Decoupling an API – Part II

During the VDD we had lots of discussions and I enjoyed reviewing the initial NihAV implementation. Kostya already wrote some more about the decoupled API that I described at high level here.

This article is about some possible implementation details, at least another will follow.

The new API requires some additional data structures, mainly something to keep the data that is being consumed/produced, additional implementation-callbacks in AVCodec and possibly a mean to skip the queuing up completely.

Data Structures

AVPacketQueue and AVFrameQueue

In the previous post I considered as given some kind of Queue.

Ideally the API for it could be really simple:

typedef struct AVPacketQueue;

AVPacketQueue *av_packet_queue_alloc(int size);
int av_packet_queue_put(AVPacketQueue *q, AVPacket *pkt);
int av_packet_queue_get(AVPacketQueue *q, AVPacket *pkt);
int av_packet_queue_size(AVPacketQueue *q);
void av_packet_queue_free(AVPacketQueue **q);

typedef struct AVFrameQueue;

AVFrameQueue *av_frame_queue_alloc(int size);
int av_frame_queue_put(AVFrameQueue *q, AVPacket *pkt);
int av_frame_queue_get(AVFrameQueue *q, AVPacket *pkt);
int av_frame_queue_size(AVFrameQueue *q);
void av_frame_queue_free(AVFrameQueue **q);

Internally it leverages the ref-counted API (av_packet_move_ref and av_frame_move_ref) and any data structure that could fit the queue-usage. It will be used in a multi-thread scenario so a form of Lock has to be fit into it.
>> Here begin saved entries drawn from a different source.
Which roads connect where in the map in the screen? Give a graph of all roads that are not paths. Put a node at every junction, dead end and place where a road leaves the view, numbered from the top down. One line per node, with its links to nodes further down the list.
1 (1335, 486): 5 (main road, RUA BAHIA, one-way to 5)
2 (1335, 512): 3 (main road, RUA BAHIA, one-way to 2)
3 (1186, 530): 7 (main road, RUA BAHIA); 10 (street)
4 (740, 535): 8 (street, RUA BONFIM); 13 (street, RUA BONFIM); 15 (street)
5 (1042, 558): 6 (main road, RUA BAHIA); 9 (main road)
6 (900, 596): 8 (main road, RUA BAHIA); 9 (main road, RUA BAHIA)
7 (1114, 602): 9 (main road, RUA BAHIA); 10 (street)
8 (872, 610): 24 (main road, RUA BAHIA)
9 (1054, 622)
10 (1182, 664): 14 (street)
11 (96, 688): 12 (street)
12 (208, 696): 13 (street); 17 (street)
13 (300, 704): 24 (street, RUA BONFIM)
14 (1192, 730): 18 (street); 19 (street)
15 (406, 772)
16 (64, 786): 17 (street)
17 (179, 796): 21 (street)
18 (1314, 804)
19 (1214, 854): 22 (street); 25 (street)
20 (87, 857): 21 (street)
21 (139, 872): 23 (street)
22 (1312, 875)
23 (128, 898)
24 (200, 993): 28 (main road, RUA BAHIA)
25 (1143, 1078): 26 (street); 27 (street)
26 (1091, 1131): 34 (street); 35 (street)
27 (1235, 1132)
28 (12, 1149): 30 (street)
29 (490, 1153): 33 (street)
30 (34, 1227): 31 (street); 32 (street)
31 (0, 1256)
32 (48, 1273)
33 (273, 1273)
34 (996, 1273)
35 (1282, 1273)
We have already something specific for AVPlay, using a simple Linked List and a FIFO for some other components that have a near-constant maximum number of items (e.g. avconv, NVENC, QSV).

Possibly also a Tree could be used to implement something such as av_packet_queue_insert_by_pts and have some forms of reordering happen on the fly. I’m not a fan of it, but I’m sure someone will come up with the idea..
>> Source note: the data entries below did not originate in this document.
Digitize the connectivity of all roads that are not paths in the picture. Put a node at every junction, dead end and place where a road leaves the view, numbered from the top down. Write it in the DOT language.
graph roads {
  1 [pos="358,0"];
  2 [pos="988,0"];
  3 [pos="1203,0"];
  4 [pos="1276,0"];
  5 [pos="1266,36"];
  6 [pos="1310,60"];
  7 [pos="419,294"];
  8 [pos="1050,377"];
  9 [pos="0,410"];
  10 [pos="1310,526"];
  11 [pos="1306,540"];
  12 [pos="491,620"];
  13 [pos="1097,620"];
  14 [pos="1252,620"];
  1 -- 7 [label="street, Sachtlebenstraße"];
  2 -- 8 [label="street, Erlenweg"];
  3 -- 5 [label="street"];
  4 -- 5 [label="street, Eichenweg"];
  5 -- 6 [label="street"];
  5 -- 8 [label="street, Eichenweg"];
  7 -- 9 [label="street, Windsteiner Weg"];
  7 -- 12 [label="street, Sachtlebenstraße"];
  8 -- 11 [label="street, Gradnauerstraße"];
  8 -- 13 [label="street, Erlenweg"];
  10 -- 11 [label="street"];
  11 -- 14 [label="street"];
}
The Queues are part of AVCodecContext.

typedef struct AVCodecContext {
    // ...

    AVPacketQueue *packet_queue;
    AVFrameQueue *frame_queue;

    // ...
} AVCodecContext;

Implementation Callbacks

In Libav the AVCodec struct describes some specific codec features (such as the supported framerates) and hold the actual codec implementation through callbacks such as init, decode/encode2, flush and close.
The new model obviously requires additional callbacks.
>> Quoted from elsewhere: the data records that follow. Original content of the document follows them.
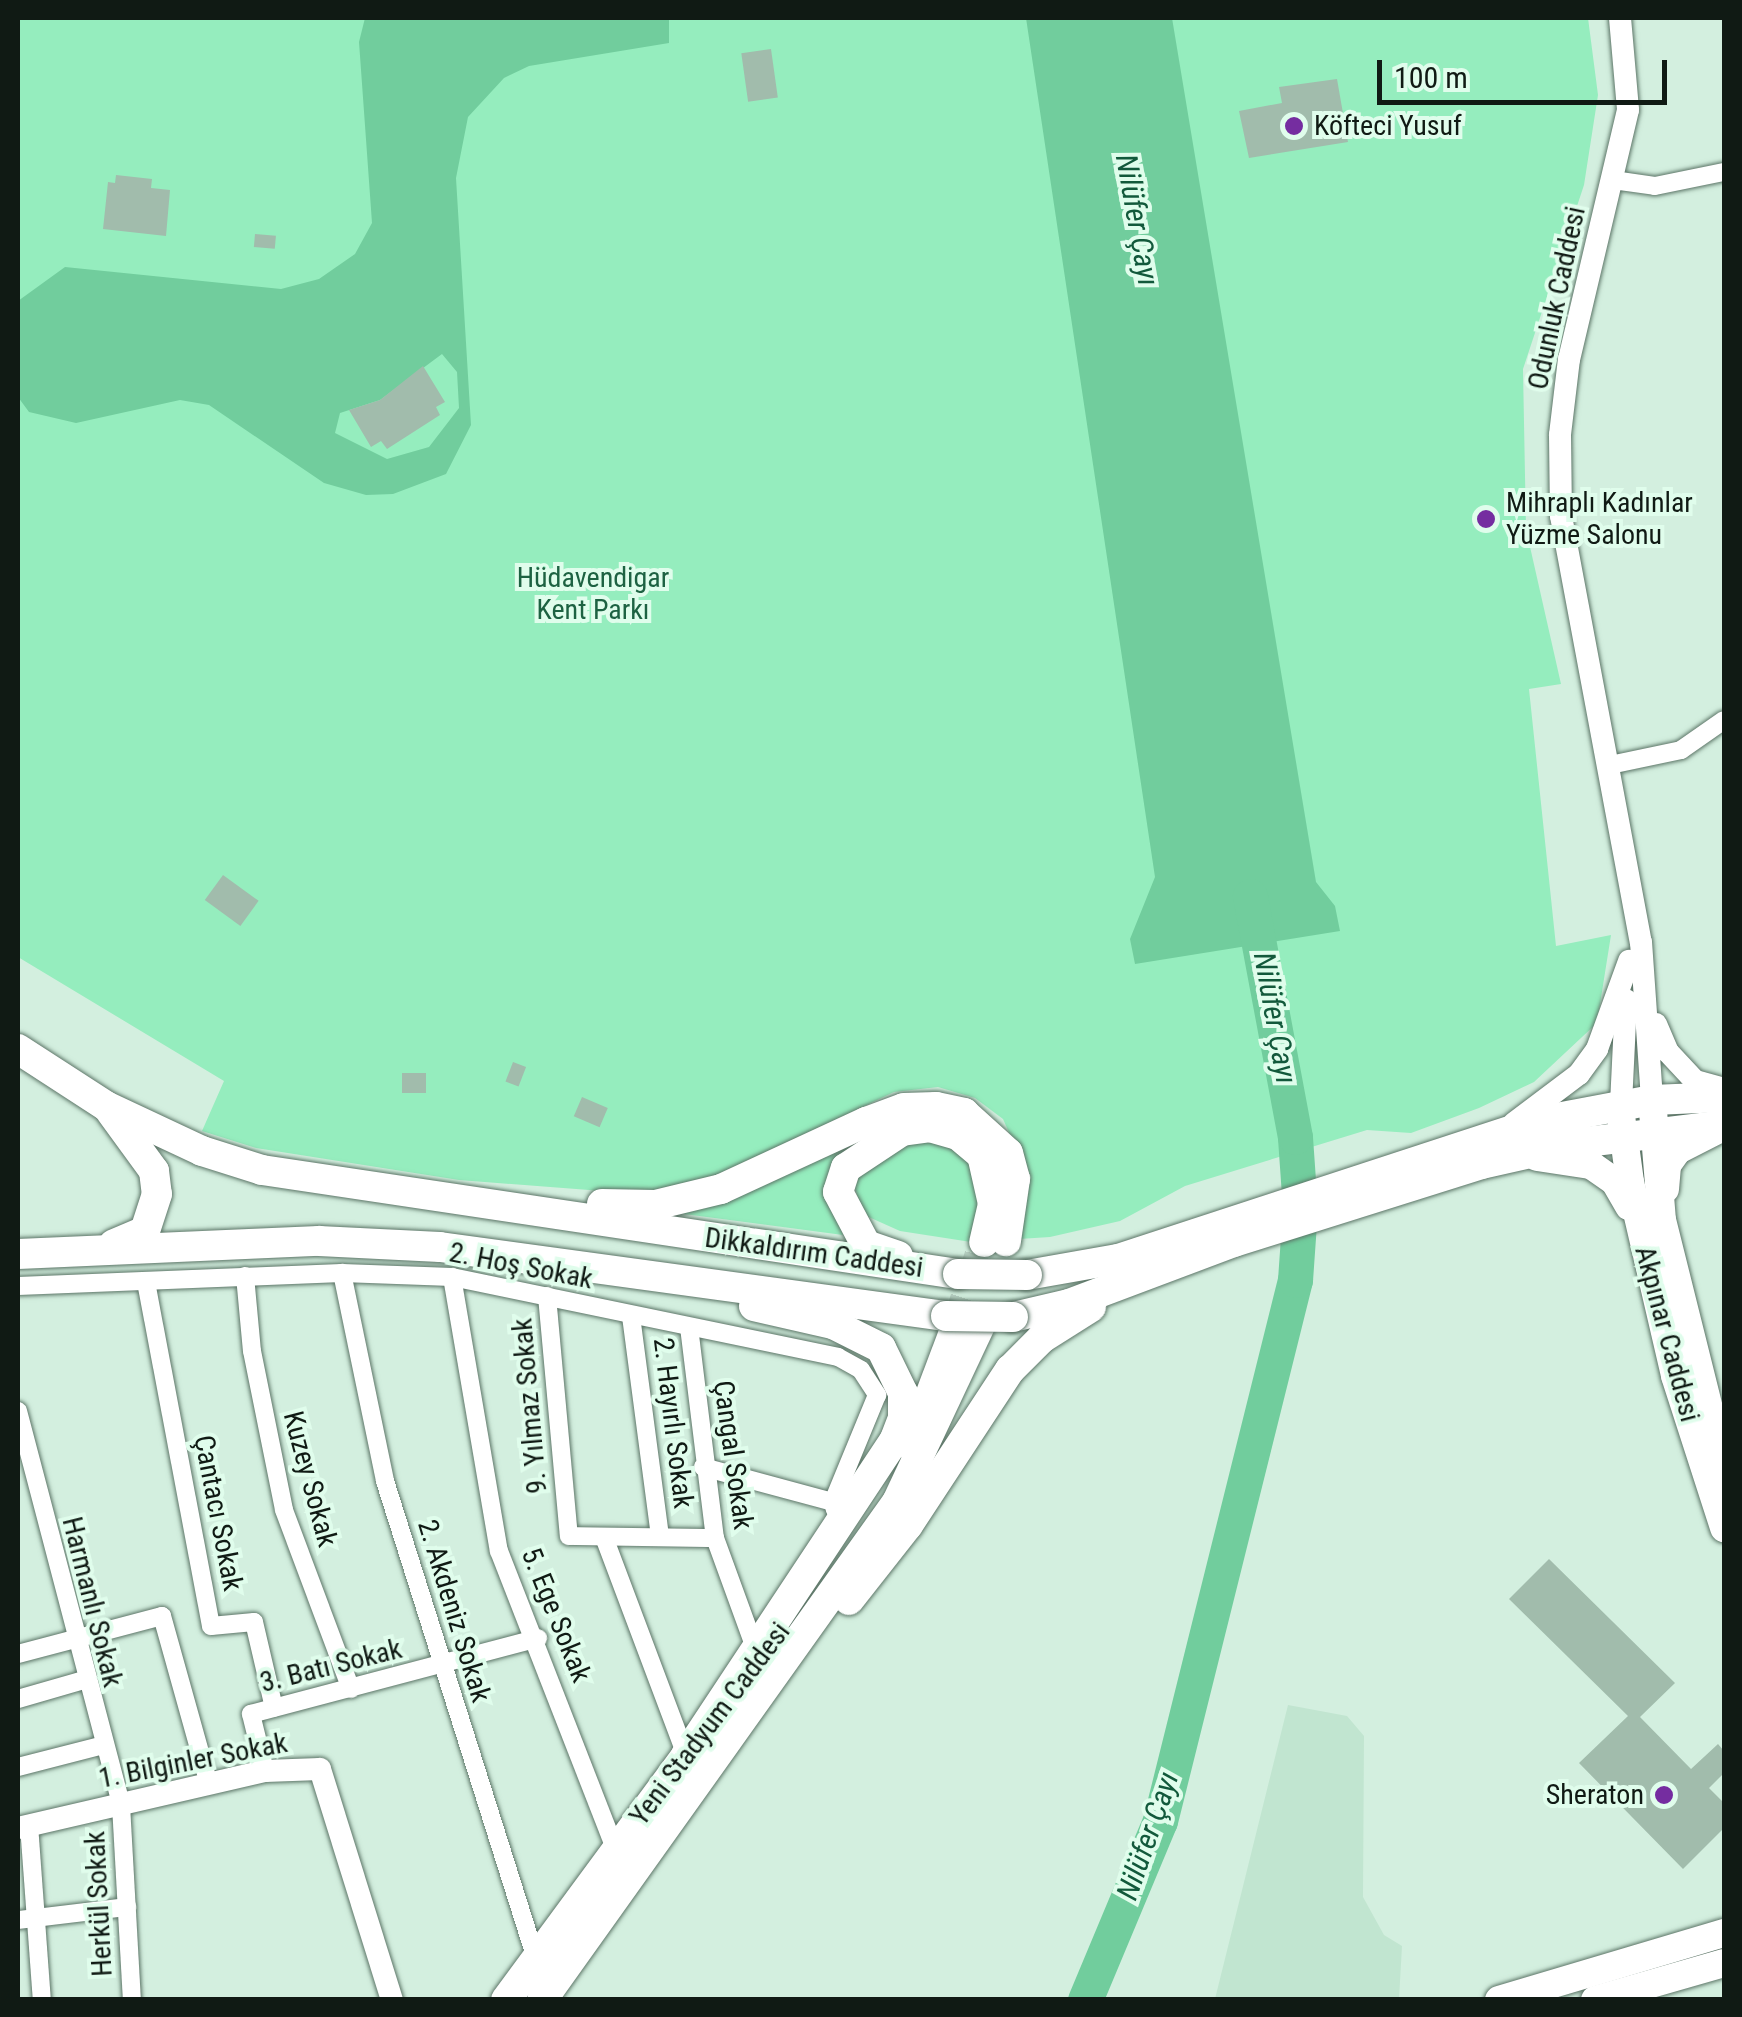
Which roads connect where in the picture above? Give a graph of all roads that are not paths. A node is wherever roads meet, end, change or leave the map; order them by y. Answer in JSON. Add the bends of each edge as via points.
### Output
{"nodes":[{"id":1,"x":1620,"y":18,"type":"edge"},
{"id":2,"x":1724,"y":172,"type":"edge"},
{"id":3,"x":1613,"y":180,"type":"junction"},
{"id":4,"x":1724,"y":720,"type":"edge"},
{"id":5,"x":1610,"y":765,"type":"junction"},
{"id":6,"x":1629,"y":886,"type":"junction"},
{"id":7,"x":1629,"y":960,"type":"junction"},
{"id":8,"x":1649,"y":1008,"type":"junction"},
{"id":9,"x":18,"y":1049,"type":"edge"},
{"id":10,"x":1724,"y":1093,"type":"edge"},
{"id":11,"x":1652,"y":1100,"type":"junction"},
{"id":12,"x":1621,"y":1104,"type":"junction"},
{"id":13,"x":106,"y":1106,"type":"junction"},
{"id":14,"x":1724,"y":1126,"type":"edge"},
{"id":15,"x":1654,"y":1133,"type":"junction"},
{"id":16,"x":1497,"y":1136,"type":"junction"},
{"id":17,"x":1623,"y":1136,"type":"junction"},
{"id":18,"x":1482,"y":1164,"type":"junction"},
{"id":19,"x":1417,"y":1174,"type":"junction"},
{"id":20,"x":474,"y":1198,"type":"junction"},
{"id":21,"x":1651,"y":1223,"type":"junction"},
{"id":22,"x":1231,"y":1230,"type":"junction"},
{"id":23,"x":78,"y":1253,"type":"junction"},
{"id":24,"x":18,"y":1254,"type":"edge"},
{"id":25,"x":522,"y":1256,"type":"junction"},
{"id":26,"x":342,"y":1273,"type":"junction"},
{"id":27,"x":958,"y":1274,"type":"junction"},
{"id":28,"x":1154,"y":1274,"type":"junction"},
{"id":29,"x":246,"y":1276,"type":"junction"},
{"id":30,"x":452,"y":1277,"type":"junction"},
{"id":31,"x":146,"y":1282,"type":"junction"},
{"id":32,"x":18,"y":1286,"type":"edge"},
{"id":33,"x":547,"y":1296,"type":"junction"},
{"id":34,"x":631,"y":1316,"type":"junction"},
{"id":35,"x":960,"y":1323,"type":"junction"},
{"id":36,"x":690,"y":1326,"type":"junction"},
{"id":37,"x":18,"y":1411,"type":"edge"},
{"id":38,"x":921,"y":1444,"type":"junction"},
{"id":39,"x":703,"y":1467,"type":"junction"},
{"id":40,"x":1724,"y":1468,"type":"edge"},
{"id":41,"x":836,"y":1514,"type":"junction"},
{"id":42,"x":1724,"y":1528,"type":"edge"},
{"id":43,"x":660,"y":1536,"type":"junction"},
{"id":44,"x":604,"y":1537,"type":"junction"},
{"id":45,"x":715,"y":1538,"type":"junction"},
{"id":46,"x":538,"y":1638,"type":"junction"},
{"id":47,"x":74,"y":1639,"type":"junction"},
{"id":48,"x":754,"y":1644,"type":"junction"},
{"id":49,"x":18,"y":1654,"type":"edge"},
{"id":50,"x":442,"y":1666,"type":"junction"},
{"id":51,"x":84,"y":1680,"type":"junction"},
{"id":52,"x":350,"y":1689,"type":"junction"},
{"id":53,"x":18,"y":1699,"type":"edge"},
{"id":54,"x":274,"y":1708,"type":"junction"},
{"id":55,"x":100,"y":1746,"type":"junction"},
{"id":56,"x":717,"y":1754,"type":"junction"},
{"id":57,"x":686,"y":1755,"type":"junction"},
{"id":58,"x":18,"y":1767,"type":"edge"},
{"id":59,"x":265,"y":1771,"type":"junction"},
{"id":60,"x":210,"y":1784,"type":"junction"},
{"id":61,"x":120,"y":1806,"type":"junction"},
{"id":62,"x":23,"y":1827,"type":"edge"},
{"id":63,"x":616,"y":1848,"type":"junction"},
{"id":64,"x":127,"y":1907,"type":"junction"},
{"id":65,"x":26,"y":1919,"type":"edge"},
{"id":66,"x":1724,"y":1932,"type":"edge"},
{"id":67,"x":536,"y":1959,"type":"junction"},
{"id":68,"x":1724,"y":1963,"type":"edge"},
{"id":69,"x":42,"y":2000,"type":"edge"},
{"id":70,"x":132,"y":2000,"type":"edge"},
{"id":71,"x":392,"y":2000,"type":"edge"},
{"id":72,"x":506,"y":2000,"type":"edge"},
{"id":73,"x":542,"y":2000,"type":"edge"},
{"id":74,"x":1499,"y":2000,"type":"edge"},
{"id":75,"x":1595,"y":2000,"type":"edge"}],
"edges":[{"from":1,"to":3,"type":"street","name":"Odunluk Caddesi","via":[[1628,110]]},
{"from":2,"to":3,"type":"street","via":[[1655,186]]},
{"from":3,"to":5,"type":"street","name":"Odunluk Caddesi","via":[[1569,359],[1560,436],[1561,516]]},
{"from":4,"to":5,"type":"street","via":[[1681,750]]},
{"from":5,"to":6,"type":"street","name":"Odunluk Caddesi"},
{"from":6,"to":7,"type":"street"},
{"from":6,"to":8,"type":"street"},
{"from":7,"to":12,"type":"street"},
{"from":7,"to":16,"type":"street","via":[[1612,1016],[1579,1074]]},
{"from":8,"to":10,"type":"street","via":[[1681,1068]]},
{"from":8,"to":11,"type":"street"},
{"from":9,"to":13,"type":"main road","name":"Dikkaldırım Caddesi"},
{"from":10,"to":11,"type":"main road","name":"Dikkaldırım Caddesi"},
{"from":11,"to":12,"type":"main road","name":"Dikkaldırım Caddesi"},
{"from":11,"to":15,"type":"main road","name":"Akpınar Caddesi"},
{"from":12,"to":16,"type":"main road","name":"Dikkaldırım Caddesi"},
{"from":12,"to":17,"type":"main road","name":"Akpınar Caddesi"},
{"from":13,"to":20,"type":"main road","name":"Dikkaldırım Caddesi","via":[[202,1151],[262,1170]]},
{"from":13,"to":23,"type":"main road","via":[[154,1171],[157,1194],[144,1231]]},
{"from":14,"to":15,"type":"main road","name":"Dikkaldırım Caddesi"},
{"from":14,"to":21,"type":"main road","via":[[1698,1136],[1667,1165]]},
{"from":15,"to":17,"type":"main road","name":"Dikkaldırım Caddesi"},
{"from":15,"to":21,"type":"main road","name":"Akpınar Caddesi"},
{"from":16,"to":19,"type":"main road","name":"Dikkaldırım Caddesi"},
{"from":17,"to":18,"type":"main road","name":"Dikkaldırım Caddesi"},
{"from":17,"to":21,"type":"main road","name":"Akpınar Caddesi"},
{"from":18,"to":19,"type":"main road","name":"Dikkaldırım Caddesi"},
{"from":18,"to":21,"type":"main road","via":[[1560,1155],[1591,1165]]},
{"from":19,"to":22,"type":"main road","name":"Dikkaldırım Caddesi"},
{"from":20,"to":27,"type":"main road","name":"Dikkaldırım Caddesi"},
{"from":20,"to":27,"type":"main road","via":[[654,1205],[721,1189],[904,1108],[936,1107],[964,1113],[1008,1153],[1015,1179],[995,1241],[992,1178],[982,1155],[958,1136],[930,1127],[902,1131],[846,1168],[838,1192],[866,1245]]},
{"from":21,"to":40,"type":"main road","name":"Akpınar Caddesi"},
{"from":21,"to":42,"type":"main road","name":"Akpınar Caddesi","via":[[1675,1376]]},
{"from":22,"to":27,"type":"main road","name":"Dikkaldırım Caddesi","bridge":true,"via":[[1027,1274]]},
{"from":22,"to":28,"type":"main road","name":"Dikkaldırım Caddesi"},
{"from":23,"to":24,"type":"main road","name":"Dikkaldırım Caddesi"},
{"from":23,"to":25,"type":"main road","name":"Dikkaldırım Caddesi","via":[[318,1241]]},
{"from":25,"to":35,"type":"main road","name":"Dikkaldırım Caddesi"},
{"from":25,"to":41,"type":"main road","via":[[832,1324],[882,1348],[903,1392],[903,1418]]},
{"from":26,"to":29,"type":"street","name":"2. Hoş Sokak"},
{"from":26,"to":30,"type":"street","name":"2. Hoş Sokak"},
{"from":26,"to":50,"type":"street","name":"2. Akdeniz Sokak","via":[[385,1481]]},
{"from":28,"to":35,"type":"main road","name":"Dikkaldırım Caddesi","bridge":true,"via":[[1013,1316]]},
{"from":28,"to":56,"type":"main road","via":[[1042,1338],[1010,1370],[890,1549]]},
{"from":29,"to":31,"type":"street","name":"2. Hoş Sokak"},
{"from":29,"to":52,"type":"street","name":"Kuzey Sokak","via":[[252,1351],[284,1510]]},
{"from":30,"to":33,"type":"street","name":"2. Hoş Sokak"},
{"from":30,"to":46,"type":"street","name":"5. Ege Sokak","via":[[499,1551]]},
{"from":31,"to":32,"type":"street","name":"2. Hoş Sokak"},
{"from":31,"to":54,"type":"street","name":"Çantacı Sokak","via":[[212,1626],[254,1622]]},
{"from":33,"to":34,"type":"street","name":"2. Hoş Sokak"},
{"from":33,"to":44,"type":"street","name":"9. Yılmaz Sokak","via":[[570,1536]]},
{"from":34,"to":36,"type":"street","name":"2. Hoş Sokak"},
{"from":34,"to":43,"type":"street","name":"2. Hayırlı Sokak"},
{"from":35,"to":38,"type":"main road"},
{"from":36,"to":39,"type":"street","name":"Çangal Sokak"},
{"from":36,"to":41,"type":"street","name":"2. Hoş Sokak","via":[[838,1357],[861,1370],[877,1395]]},
{"from":37,"to":47,"type":"street","name":"Harmanlı Sokak"},
{"from":38,"to":56,"type":"main road","name":"Yeni Stadyum Caddesi","via":[[897,1502]]},
{"from":38,"to":57,"type":"main road","name":"Yeni Stadyum Caddesi"},
{"from":39,"to":41,"type":"street"},
{"from":39,"to":45,"type":"street","name":"Çangal Sokak"},
{"from":41,"to":48,"type":"main road"},
{"from":43,"to":44,"type":"street","name":"9. Yılmaz Sokak"},
{"from":43,"to":45,"type":"street","name":"9. Yılmaz Sokak"},
{"from":44,"to":57,"type":"street"},
{"from":45,"to":48,"type":"street","name":"Çangal Sokak"},
{"from":46,"to":50,"type":"street","name":"3. Batı Sokak"},
{"from":46,"to":63,"type":"street","name":"5. Ege Sokak"},
{"from":47,"to":49,"type":"street"},
{"from":47,"to":51,"type":"street","name":"Harmanlı Sokak"},
{"from":47,"to":60,"type":"street","via":[[162,1616]]},
{"from":48,"to":57,"type":"main road"},
{"from":50,"to":52,"type":"street","name":"3. Batı Sokak"},
{"from":50,"to":67,"type":"street","name":"2. Akdeniz Sokak"},
{"from":51,"to":53,"type":"street"},
{"from":51,"to":55,"type":"street","name":"Harmanlı Sokak"},
{"from":52,"to":54,"type":"street","name":"3. Batı Sokak"},
{"from":54,"to":59,"type":"street","name":"3. Batı Sokak","via":[[252,1714]]},
{"from":55,"to":58,"type":"street"},
{"from":55,"to":61,"type":"street","name":"Harmanlı Sokak"},
{"from":56,"to":73,"type":"main road","name":"Yeni Stadyum Caddesi"},
{"from":57,"to":63,"type":"main road","name":"Yeni Stadyum Caddesi"},
{"from":59,"to":60,"type":"street","name":"1. Bilginler Sokak"},
{"from":59,"to":71,"type":"street","name":"1. Bilginler Sokak","via":[[320,1769]]},
{"from":60,"to":61,"type":"street","name":"1. Bilginler Sokak"},
{"from":61,"to":62,"type":"street","name":"1. Bilginler Sokak"},
{"from":61,"to":64,"type":"street","name":"Herkül Sokak"},
{"from":62,"to":65,"type":"street"},
{"from":63,"to":67,"type":"main road","name":"Yeni Stadyum Caddesi"},
{"from":64,"to":65,"type":"street"},
{"from":64,"to":70,"type":"street","name":"Herkül Sokak"},
{"from":65,"to":69,"type":"street"},
{"from":66,"to":74,"type":"main road"},
{"from":67,"to":72,"type":"main road","name":"Yeni Stadyum Caddesi"},
{"from":68,"to":75,"type":"main road"}]}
Once the data is in a queue it is ready to be processed, the actual decoding or encoding can happen in multiple places, for example:

In avcodec_*_push or avcodec_*_pull, once there is enough data. In that case the remaining functions are glorified proxies for the matching queue function.
somewhere else such as a separate thread that is started on avcodec_open or the first avcodec_decode_push and is eventually stopped once the context related to it is freed by avcodec_close. This is what happens under the hood when you have certain hardware acceleration.

Common

typedef struct AVCodec {
    // ... previous fields
    int (*need_data)(AVCodecContext *avctx);
    int (*has_data)(AVCodecContext *avctx);
    // ...
} AVCodec;

Those are used by both the encoder and decoder, some implementations such as QSV have functions that can be used to probe the internal state in this regard.

Decoding

typedef struct AVCodec {
    // ... previous fields
    int (*decode_push)(AVCodecContext *avctx, AVPacket *packet);
    int (*decode_pull)(AVCodecContext *avctx, AVFrame *frame);
    // ...
} AVCodec;

Those two functions can take a portion of the work the current decode function does, for example:
– the initial parsing and dispatch to a worker thread can happen in the _push.
– reordering and blocking until there is data to output can happen on _pull.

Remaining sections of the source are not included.